Gather all lines from the material that contain "Lorenzo".

▶ _INFORMATION SUPPLIED_:
□ □ □

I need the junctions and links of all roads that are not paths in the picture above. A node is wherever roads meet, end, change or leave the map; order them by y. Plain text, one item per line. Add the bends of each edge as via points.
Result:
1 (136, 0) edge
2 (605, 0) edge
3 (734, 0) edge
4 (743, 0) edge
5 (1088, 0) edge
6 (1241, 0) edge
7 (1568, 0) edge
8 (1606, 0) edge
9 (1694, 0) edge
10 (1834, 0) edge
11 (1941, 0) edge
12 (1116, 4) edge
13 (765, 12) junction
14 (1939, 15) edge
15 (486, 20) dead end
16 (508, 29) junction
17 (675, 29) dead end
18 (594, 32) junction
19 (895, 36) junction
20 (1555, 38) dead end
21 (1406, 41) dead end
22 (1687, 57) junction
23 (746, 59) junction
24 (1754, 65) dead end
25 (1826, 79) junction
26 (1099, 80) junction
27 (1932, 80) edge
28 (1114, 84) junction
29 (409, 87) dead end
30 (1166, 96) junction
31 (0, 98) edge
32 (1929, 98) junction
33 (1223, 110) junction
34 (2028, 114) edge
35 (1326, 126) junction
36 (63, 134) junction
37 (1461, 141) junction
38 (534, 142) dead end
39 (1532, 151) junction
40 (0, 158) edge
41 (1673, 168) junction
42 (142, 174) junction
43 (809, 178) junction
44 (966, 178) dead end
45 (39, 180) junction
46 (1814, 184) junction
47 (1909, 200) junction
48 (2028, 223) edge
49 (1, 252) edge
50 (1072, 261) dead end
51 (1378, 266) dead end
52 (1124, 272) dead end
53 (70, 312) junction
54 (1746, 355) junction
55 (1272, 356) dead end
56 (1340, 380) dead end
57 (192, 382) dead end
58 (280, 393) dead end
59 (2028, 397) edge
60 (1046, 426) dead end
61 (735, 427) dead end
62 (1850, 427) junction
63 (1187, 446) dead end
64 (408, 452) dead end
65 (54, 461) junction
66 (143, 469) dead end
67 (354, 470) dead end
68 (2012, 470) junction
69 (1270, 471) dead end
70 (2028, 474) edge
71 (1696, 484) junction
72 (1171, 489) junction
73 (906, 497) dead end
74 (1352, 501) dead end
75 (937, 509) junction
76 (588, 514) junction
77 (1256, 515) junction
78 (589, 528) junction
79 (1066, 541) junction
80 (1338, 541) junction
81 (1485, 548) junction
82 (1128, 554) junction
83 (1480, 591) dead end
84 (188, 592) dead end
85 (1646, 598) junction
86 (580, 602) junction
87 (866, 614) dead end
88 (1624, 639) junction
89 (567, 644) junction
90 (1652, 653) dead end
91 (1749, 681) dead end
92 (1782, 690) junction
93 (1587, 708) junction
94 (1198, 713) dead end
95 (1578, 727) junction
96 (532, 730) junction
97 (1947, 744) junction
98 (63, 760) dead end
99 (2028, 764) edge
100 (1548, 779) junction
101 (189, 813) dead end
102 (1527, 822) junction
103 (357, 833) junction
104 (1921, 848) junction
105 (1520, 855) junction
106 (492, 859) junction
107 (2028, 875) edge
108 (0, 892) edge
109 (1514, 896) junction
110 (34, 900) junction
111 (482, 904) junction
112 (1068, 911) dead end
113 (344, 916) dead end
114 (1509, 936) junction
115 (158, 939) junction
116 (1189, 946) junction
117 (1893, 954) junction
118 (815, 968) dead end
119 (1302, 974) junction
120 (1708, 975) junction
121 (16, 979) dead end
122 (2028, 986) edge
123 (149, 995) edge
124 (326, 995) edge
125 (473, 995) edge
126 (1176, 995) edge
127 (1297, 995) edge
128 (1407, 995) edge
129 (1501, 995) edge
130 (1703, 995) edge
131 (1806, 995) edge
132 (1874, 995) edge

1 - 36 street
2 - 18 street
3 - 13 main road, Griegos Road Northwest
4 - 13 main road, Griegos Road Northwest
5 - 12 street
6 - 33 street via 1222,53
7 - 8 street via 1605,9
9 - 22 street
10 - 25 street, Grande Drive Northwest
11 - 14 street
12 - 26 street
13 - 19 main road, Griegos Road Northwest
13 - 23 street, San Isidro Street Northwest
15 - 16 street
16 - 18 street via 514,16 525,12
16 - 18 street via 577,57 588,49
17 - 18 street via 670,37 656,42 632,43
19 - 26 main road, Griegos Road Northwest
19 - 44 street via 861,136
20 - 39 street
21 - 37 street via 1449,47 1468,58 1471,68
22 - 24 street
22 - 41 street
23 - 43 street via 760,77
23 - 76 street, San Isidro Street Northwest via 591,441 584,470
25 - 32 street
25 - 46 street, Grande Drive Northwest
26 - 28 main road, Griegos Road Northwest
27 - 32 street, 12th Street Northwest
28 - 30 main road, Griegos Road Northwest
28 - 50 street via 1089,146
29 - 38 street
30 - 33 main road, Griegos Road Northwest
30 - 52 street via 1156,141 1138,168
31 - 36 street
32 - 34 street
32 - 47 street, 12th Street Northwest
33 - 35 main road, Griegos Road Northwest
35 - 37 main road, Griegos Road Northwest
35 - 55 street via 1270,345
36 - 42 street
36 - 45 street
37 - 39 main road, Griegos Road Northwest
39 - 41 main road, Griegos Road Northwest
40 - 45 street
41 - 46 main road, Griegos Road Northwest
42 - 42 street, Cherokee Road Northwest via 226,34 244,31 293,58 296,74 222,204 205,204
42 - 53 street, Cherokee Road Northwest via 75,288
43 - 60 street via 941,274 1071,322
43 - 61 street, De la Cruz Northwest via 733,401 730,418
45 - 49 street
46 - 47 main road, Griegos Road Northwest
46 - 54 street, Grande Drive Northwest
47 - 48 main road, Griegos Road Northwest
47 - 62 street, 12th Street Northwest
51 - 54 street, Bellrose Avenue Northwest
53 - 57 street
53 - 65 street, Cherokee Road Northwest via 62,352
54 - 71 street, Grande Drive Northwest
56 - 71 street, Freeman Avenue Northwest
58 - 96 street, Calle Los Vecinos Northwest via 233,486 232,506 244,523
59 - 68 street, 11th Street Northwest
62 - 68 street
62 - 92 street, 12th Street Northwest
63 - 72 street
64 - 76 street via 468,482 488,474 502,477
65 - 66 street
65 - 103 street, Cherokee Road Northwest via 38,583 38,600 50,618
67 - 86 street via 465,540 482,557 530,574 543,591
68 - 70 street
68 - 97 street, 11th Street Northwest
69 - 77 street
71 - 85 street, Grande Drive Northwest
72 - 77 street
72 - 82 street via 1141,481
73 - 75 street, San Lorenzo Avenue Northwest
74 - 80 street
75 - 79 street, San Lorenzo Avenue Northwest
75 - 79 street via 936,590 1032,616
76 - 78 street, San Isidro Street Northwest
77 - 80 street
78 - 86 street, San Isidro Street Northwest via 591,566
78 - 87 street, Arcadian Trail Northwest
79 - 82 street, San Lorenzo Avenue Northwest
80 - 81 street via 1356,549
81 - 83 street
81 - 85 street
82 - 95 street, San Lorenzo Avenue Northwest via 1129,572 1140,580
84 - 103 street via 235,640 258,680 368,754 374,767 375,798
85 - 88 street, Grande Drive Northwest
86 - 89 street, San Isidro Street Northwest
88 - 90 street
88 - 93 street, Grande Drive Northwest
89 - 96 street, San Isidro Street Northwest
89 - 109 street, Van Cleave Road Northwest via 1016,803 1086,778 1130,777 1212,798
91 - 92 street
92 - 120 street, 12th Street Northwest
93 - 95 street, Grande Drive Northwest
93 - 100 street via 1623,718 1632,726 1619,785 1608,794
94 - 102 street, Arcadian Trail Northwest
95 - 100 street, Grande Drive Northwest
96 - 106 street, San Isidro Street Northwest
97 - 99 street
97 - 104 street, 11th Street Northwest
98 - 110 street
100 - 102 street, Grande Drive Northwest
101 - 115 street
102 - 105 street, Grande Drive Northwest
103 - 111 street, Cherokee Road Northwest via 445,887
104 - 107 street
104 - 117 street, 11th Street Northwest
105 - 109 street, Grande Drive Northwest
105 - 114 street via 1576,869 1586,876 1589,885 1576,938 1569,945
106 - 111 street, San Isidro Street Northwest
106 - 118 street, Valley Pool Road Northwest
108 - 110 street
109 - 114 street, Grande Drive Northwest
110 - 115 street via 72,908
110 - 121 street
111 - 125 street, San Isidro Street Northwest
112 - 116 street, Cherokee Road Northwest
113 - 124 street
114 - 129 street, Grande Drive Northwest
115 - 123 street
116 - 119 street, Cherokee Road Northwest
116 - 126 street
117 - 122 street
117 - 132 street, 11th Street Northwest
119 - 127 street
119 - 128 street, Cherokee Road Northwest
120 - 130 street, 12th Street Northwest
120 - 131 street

□ □ □

▶ _SOLUTION FOR THIS EXERCISE_:
73 - 75 street, San Lorenzo Avenue Northwest
75 - 79 street, San Lorenzo Avenue Northwest
79 - 82 street, San Lorenzo Avenue Northwest
82 - 95 street, San Lorenzo Avenue Northwest via 1129,572 1140,580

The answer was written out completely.